HOW TO COMPLETE THIS TASK
Every line with the word "links" in it should be extracted from the data that follows.
╭─ MATERIAL FOR THE TASK
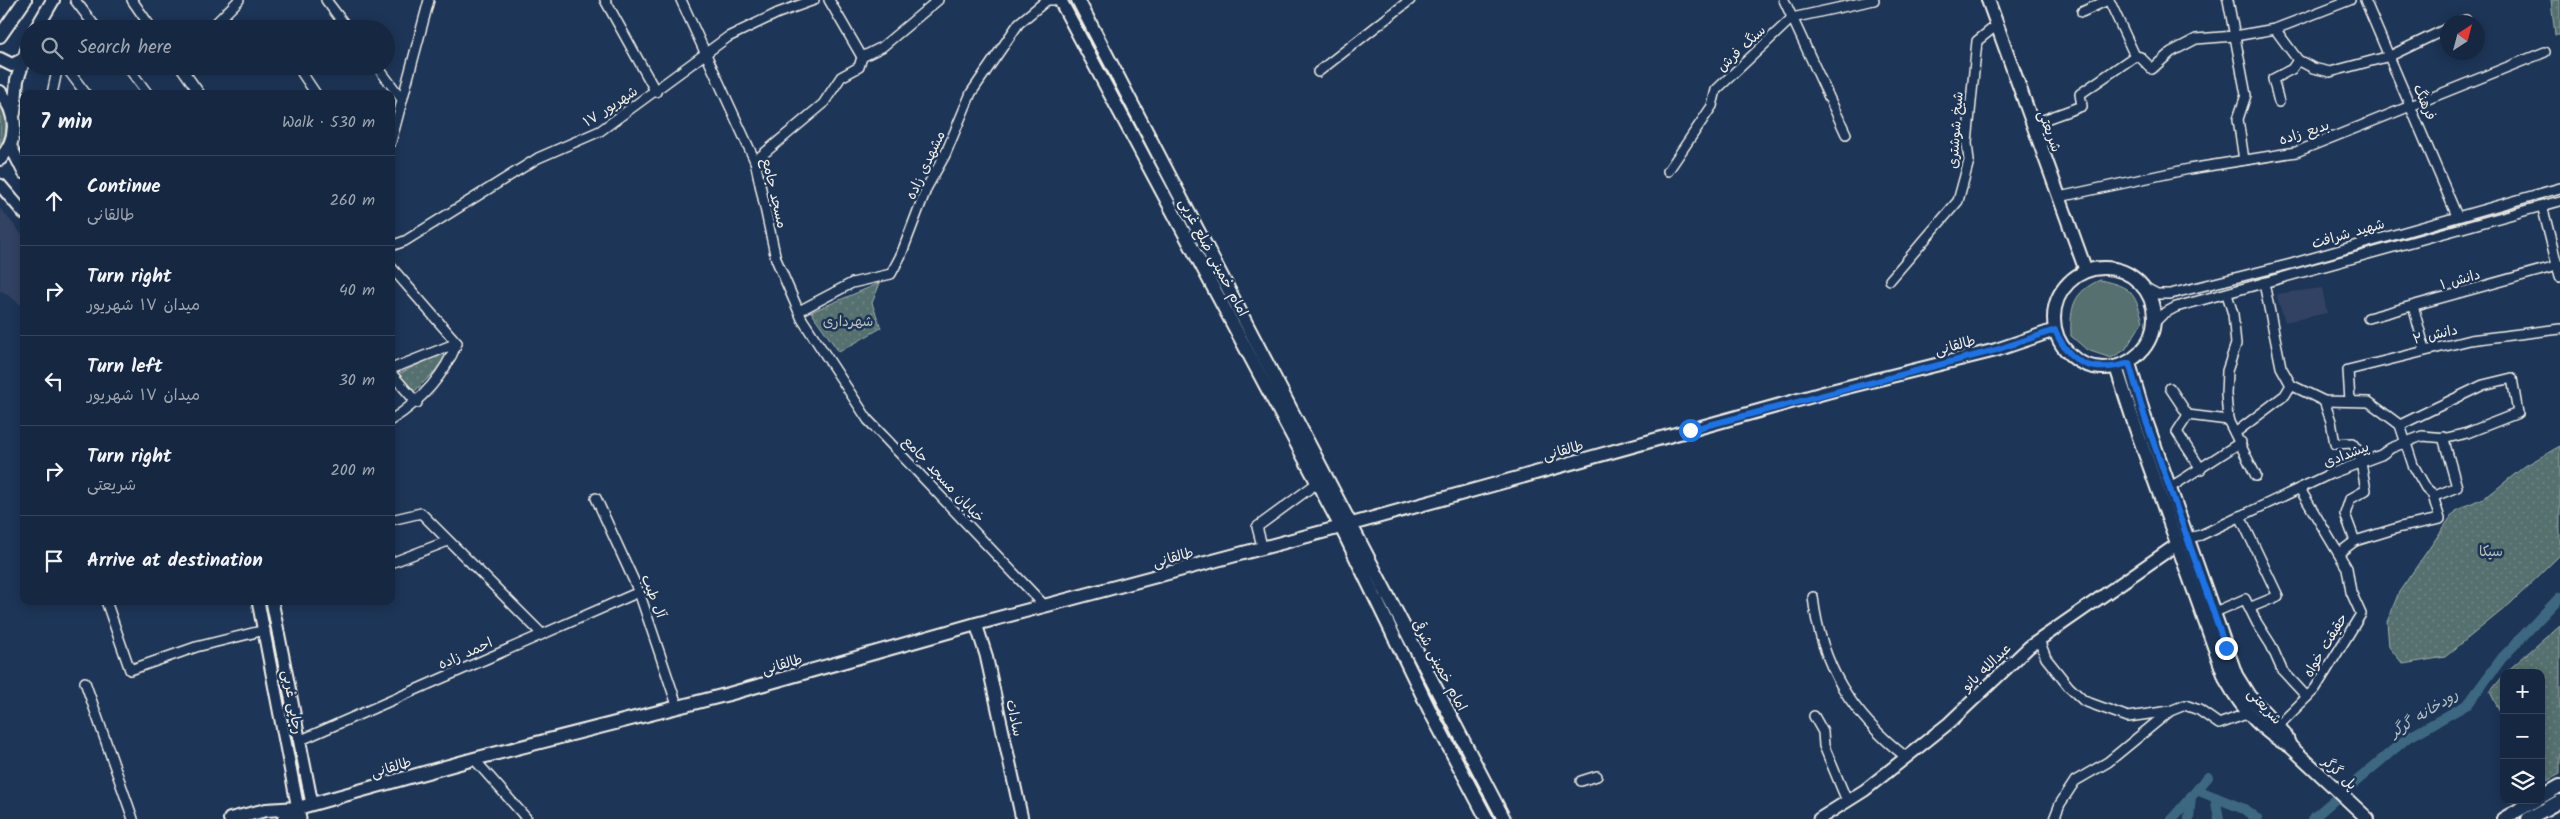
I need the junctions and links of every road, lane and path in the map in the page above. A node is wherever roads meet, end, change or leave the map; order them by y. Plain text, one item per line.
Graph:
╰─
╭─ MATERIAL FOR THE TASK
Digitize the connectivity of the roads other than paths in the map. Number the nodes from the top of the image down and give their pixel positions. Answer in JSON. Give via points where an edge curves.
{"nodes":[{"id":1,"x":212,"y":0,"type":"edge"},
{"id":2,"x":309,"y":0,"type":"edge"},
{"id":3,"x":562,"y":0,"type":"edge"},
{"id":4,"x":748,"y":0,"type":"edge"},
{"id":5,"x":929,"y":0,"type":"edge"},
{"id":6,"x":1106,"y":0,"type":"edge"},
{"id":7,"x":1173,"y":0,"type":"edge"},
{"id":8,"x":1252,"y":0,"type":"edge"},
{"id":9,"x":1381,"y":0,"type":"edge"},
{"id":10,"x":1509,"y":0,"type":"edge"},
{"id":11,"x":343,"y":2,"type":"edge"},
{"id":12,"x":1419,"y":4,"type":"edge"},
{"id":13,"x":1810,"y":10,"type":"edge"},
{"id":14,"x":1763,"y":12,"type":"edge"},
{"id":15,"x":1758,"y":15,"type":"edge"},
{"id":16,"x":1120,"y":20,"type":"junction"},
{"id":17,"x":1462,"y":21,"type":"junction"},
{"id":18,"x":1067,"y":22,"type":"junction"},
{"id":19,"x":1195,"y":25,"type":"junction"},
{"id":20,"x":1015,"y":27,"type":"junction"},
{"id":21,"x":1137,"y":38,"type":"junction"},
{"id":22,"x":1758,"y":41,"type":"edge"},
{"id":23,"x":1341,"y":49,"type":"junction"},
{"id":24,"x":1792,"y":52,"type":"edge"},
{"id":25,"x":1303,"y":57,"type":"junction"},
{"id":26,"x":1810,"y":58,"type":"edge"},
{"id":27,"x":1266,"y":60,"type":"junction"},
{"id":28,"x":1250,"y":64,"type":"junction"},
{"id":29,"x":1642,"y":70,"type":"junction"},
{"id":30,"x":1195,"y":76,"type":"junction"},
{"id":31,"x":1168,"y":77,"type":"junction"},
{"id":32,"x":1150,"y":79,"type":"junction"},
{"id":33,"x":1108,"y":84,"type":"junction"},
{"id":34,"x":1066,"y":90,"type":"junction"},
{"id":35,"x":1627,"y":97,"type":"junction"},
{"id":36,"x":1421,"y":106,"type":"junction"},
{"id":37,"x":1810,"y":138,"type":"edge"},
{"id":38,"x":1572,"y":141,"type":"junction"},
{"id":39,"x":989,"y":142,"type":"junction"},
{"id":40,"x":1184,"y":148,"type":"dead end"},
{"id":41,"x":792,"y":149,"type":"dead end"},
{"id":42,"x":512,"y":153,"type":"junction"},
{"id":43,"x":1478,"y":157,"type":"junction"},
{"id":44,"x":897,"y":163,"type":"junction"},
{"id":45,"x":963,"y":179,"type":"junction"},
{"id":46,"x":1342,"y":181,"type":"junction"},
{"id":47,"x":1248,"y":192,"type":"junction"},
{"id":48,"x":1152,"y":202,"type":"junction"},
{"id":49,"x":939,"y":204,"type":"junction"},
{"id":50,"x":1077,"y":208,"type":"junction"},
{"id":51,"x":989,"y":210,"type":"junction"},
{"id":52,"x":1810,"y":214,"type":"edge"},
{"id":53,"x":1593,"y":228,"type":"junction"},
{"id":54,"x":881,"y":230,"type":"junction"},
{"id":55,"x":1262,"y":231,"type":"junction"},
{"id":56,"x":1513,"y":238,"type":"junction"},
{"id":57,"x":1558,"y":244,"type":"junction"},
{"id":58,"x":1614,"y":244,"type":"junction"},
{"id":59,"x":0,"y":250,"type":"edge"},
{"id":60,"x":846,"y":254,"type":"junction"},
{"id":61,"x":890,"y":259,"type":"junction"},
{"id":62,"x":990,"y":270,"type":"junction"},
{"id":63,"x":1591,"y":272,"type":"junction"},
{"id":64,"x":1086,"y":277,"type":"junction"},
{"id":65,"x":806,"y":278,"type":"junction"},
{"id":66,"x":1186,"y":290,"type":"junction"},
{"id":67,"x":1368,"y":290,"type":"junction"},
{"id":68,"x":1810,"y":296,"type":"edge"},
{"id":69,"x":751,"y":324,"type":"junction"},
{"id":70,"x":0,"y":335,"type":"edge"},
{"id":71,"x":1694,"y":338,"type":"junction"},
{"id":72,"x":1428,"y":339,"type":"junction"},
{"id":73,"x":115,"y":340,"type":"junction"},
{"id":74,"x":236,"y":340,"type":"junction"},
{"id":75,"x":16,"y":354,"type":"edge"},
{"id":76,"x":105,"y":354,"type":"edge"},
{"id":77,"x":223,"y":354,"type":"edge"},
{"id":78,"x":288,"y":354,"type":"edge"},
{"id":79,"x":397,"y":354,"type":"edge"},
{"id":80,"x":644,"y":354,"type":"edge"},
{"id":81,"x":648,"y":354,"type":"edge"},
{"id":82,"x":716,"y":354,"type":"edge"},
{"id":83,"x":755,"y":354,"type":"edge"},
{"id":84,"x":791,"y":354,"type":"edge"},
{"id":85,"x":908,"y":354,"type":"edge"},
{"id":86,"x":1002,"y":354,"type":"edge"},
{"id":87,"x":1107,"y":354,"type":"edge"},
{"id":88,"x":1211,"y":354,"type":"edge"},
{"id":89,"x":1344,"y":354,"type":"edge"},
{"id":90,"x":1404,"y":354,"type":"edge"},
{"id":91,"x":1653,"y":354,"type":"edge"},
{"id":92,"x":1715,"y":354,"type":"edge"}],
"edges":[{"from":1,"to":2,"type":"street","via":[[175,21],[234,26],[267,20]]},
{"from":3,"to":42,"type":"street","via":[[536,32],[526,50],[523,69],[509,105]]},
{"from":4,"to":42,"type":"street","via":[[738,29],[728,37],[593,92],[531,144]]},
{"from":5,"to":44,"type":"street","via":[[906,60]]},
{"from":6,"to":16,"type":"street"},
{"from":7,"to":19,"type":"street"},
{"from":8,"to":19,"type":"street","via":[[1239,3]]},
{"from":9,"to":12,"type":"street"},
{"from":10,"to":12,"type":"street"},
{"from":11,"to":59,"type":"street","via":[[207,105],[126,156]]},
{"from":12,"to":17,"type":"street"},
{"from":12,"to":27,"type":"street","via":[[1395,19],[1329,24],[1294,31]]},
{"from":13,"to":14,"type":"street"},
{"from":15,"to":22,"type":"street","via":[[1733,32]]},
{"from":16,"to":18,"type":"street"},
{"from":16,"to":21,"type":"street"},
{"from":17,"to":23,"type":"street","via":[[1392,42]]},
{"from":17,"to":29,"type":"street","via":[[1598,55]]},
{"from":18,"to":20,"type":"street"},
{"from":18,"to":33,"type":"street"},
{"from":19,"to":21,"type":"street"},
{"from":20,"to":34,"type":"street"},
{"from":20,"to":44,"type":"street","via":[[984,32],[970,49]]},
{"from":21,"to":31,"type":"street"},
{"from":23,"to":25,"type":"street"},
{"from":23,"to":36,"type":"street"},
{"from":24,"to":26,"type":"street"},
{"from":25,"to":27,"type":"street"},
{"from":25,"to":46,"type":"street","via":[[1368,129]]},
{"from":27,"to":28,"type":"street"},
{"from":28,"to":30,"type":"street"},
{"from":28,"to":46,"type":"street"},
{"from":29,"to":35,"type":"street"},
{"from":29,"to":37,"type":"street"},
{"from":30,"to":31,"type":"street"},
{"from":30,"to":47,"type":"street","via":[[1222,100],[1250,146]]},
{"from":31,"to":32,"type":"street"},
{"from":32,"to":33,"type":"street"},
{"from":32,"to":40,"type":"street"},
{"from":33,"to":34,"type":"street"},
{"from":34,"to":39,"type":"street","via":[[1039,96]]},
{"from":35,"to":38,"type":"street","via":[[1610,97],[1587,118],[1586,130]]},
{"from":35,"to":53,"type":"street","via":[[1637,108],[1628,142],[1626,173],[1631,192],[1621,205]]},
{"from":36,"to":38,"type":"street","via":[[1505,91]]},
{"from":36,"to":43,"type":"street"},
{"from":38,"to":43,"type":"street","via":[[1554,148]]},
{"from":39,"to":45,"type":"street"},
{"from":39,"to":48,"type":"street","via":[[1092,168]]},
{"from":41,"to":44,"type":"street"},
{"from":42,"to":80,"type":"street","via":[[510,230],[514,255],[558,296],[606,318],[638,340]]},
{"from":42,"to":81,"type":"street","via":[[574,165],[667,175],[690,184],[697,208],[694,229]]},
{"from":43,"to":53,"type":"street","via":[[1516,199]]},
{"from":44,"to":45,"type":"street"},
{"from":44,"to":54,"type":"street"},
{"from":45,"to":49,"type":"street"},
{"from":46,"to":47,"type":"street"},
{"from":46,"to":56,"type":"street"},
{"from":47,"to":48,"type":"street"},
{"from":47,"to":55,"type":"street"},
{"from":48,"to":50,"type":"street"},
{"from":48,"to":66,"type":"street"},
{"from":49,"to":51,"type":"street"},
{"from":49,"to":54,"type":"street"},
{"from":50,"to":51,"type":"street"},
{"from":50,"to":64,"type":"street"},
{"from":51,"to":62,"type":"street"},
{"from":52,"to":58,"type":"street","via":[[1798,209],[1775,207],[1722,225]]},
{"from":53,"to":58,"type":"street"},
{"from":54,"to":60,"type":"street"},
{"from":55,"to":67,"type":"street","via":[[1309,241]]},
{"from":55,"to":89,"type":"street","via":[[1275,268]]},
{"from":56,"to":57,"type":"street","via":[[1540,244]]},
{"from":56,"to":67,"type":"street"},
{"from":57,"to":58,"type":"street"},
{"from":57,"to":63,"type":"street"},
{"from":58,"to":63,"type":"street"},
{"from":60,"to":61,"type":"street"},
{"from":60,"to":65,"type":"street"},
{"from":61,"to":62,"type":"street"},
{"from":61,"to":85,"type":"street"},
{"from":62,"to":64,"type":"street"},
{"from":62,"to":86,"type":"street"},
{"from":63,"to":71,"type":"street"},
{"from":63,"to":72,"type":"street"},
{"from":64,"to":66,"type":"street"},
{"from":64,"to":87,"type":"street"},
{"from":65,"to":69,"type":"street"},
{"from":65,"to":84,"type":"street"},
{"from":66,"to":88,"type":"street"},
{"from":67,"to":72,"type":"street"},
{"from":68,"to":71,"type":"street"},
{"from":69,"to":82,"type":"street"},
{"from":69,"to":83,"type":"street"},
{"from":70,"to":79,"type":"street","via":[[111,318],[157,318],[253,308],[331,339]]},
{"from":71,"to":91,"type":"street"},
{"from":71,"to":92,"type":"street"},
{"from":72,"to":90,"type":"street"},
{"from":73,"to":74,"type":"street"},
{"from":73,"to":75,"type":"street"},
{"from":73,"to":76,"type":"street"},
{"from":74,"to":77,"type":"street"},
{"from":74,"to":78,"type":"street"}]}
╰─
╭─ MATERIAL FOR THE TASK
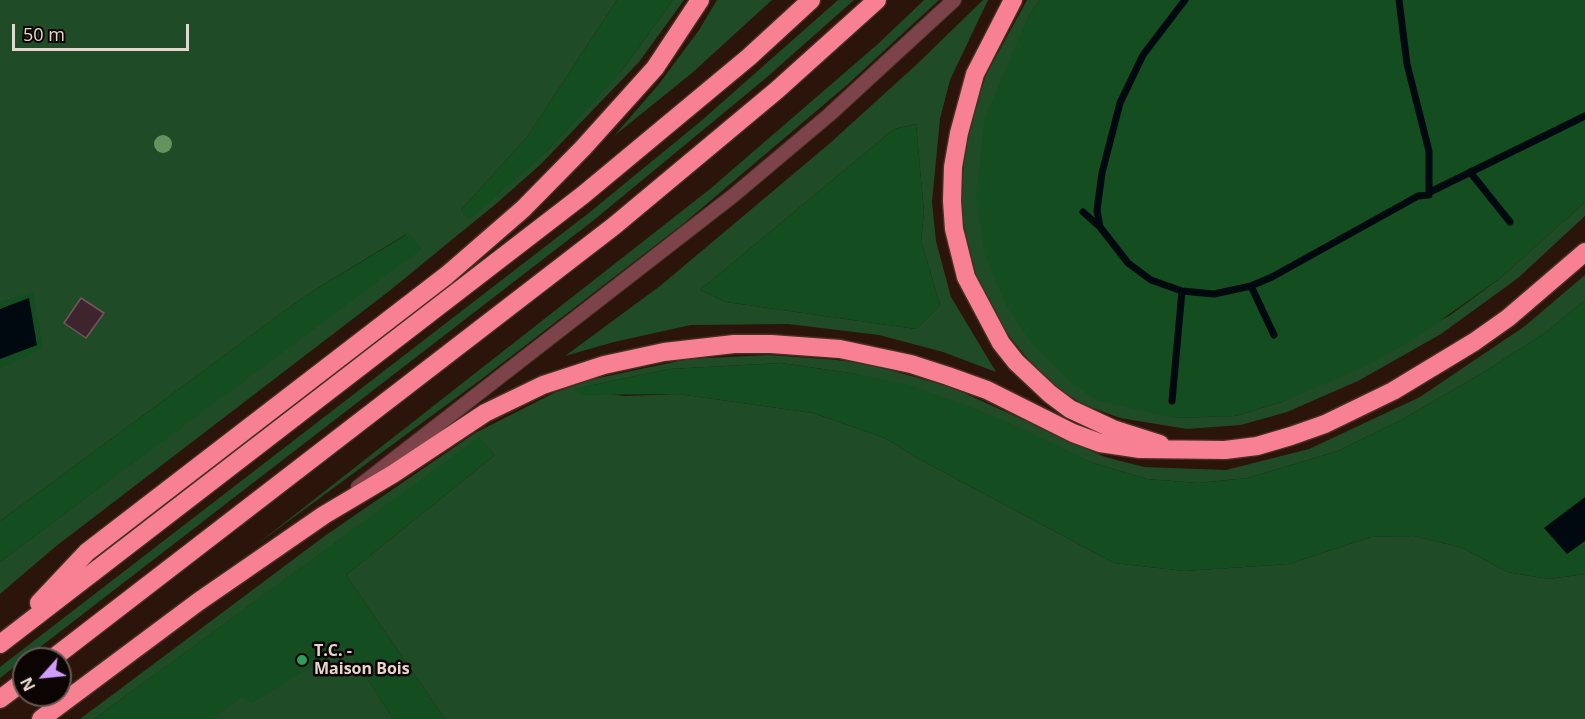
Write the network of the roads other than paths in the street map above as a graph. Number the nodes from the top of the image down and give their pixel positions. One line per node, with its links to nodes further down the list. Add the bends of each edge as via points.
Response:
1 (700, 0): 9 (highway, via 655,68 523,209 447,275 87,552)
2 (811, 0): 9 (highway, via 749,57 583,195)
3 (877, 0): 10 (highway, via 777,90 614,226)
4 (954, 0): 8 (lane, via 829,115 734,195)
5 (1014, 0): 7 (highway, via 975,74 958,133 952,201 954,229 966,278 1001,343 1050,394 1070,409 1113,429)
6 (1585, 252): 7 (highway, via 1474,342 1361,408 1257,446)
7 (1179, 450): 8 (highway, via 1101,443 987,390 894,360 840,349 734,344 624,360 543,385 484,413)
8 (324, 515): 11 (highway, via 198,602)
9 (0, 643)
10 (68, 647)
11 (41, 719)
╰─
TASK ANSWER
I need the junctions and links of every road, lane and path in the map in the page above. A node is wherever roads meet, end, change or leave the map; order them by y. Plain text, one item per line.
Write the network of the roads other than paths in the street map above as a graph. Number the nodes from the top of the image down and give their pixel positions. One line per node, with its links to nodes further down the list. Add the bends of each edge as via points.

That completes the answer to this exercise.